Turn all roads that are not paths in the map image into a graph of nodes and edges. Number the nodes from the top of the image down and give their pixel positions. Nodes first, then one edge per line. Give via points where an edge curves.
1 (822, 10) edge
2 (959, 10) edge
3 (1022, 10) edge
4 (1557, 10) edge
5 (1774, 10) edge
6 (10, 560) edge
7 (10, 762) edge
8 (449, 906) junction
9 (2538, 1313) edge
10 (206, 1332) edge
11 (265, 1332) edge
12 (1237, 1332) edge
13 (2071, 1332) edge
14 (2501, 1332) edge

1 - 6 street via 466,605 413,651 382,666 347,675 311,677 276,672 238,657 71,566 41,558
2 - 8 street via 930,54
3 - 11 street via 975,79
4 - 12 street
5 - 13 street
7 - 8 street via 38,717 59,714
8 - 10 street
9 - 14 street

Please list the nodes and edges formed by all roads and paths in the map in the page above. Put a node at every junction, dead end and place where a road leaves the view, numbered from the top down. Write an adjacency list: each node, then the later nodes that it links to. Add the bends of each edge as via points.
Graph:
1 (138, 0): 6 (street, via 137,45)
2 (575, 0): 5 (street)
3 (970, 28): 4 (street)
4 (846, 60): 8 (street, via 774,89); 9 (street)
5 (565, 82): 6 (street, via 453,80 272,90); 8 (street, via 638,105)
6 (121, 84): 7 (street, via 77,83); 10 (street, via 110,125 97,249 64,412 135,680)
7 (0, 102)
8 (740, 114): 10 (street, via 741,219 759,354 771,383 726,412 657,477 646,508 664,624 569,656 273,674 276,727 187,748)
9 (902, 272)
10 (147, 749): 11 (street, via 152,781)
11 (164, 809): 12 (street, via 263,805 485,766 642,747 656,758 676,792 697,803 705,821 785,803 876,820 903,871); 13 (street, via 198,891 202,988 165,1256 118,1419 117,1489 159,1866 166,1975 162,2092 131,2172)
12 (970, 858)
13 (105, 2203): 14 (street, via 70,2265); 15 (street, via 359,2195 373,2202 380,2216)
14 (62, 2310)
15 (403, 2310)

**GOAL OF THE EXERCISE**
Every entry must be set down again exactly as it reads.

**ANSWER SPACE**
Turn all roads that are not paths in the map image into a graph of nodes and edges. Number the nodes from the top of the image down and give their pixel positions. Nodes first, then one edge per line. Give via points where an edge curves.
1 (822, 10) edge
2 (959, 10) edge
3 (1022, 10) edge
4 (1557, 10) edge
5 (1774, 10) edge
6 (10, 560) edge
7 (10, 762) edge
8 (449, 906) junction
9 (2538, 1313) edge
10 (206, 1332) edge
11 (265, 1332) edge
12 (1237, 1332) edge
13 (2071, 1332) edge
14 (2501, 1332) edge

1 - 6 street via 466,605 413,651 382,666 347,675 311,677 276,672 238,657 71,566 41,558
2 - 8 street via 930,54
3 - 11 street via 975,79
4 - 12 street
5 - 13 street
7 - 8 street via 38,717 59,714
8 - 10 street
9 - 14 street

Please list the nodes and edges formed by all roads and paths in the map in the page above. Put a node at every junction, dead end and place where a road leaves the view, numbered from the top down. Write an adjacency list: each node, then the later nodes that it links to. Add the bends of each edge as via points.
Graph:
1 (138, 0): 6 (street, via 137,45)
2 (575, 0): 5 (street)
3 (970, 28): 4 (street)
4 (846, 60): 8 (street, via 774,89); 9 (street)
5 (565, 82): 6 (street, via 453,80 272,90); 8 (street, via 638,105)
6 (121, 84): 7 (street, via 77,83); 10 (street, via 110,125 97,249 64,412 135,680)
7 (0, 102)
8 (740, 114): 10 (street, via 741,219 759,354 771,383 726,412 657,477 646,508 664,624 569,656 273,674 276,727 187,748)
9 (902, 272)
10 (147, 749): 11 (street, via 152,781)
11 (164, 809): 12 (street, via 263,805 485,766 642,747 656,758 676,792 697,803 705,821 785,803 876,820 903,871); 13 (street, via 198,891 202,988 165,1256 118,1419 117,1489 159,1866 166,1975 162,2092 131,2172)
12 (970, 858)
13 (105, 2203): 14 (street, via 70,2265); 15 (street, via 359,2195 373,2202 380,2216)
14 (62, 2310)
15 (403, 2310)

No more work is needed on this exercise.